- _EXERCISE INPUT_:

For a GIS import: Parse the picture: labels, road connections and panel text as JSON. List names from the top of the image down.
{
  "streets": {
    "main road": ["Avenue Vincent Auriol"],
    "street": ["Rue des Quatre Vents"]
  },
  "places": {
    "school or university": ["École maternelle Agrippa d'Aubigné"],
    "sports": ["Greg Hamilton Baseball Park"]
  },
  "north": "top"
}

- _INSTRUCTIONS FOR THE TASK_:
Every line of the material must be duplicated exactly.

- _SOLUTION FOR THIS TASK_:
For a GIS import: Parse the picture: labels, road connections and panel text as JSON. List names from the top of the image down.
{
  "streets": {
    "main road": ["Avenue Vincent Auriol"],
    "street": ["Rue des Quatre Vents"]
  },
  "places": {
    "school or university": ["École maternelle Agrippa d'Aubigné"],
    "sports": ["Greg Hamilton Baseball Park"]
  },
  "north": "top"
}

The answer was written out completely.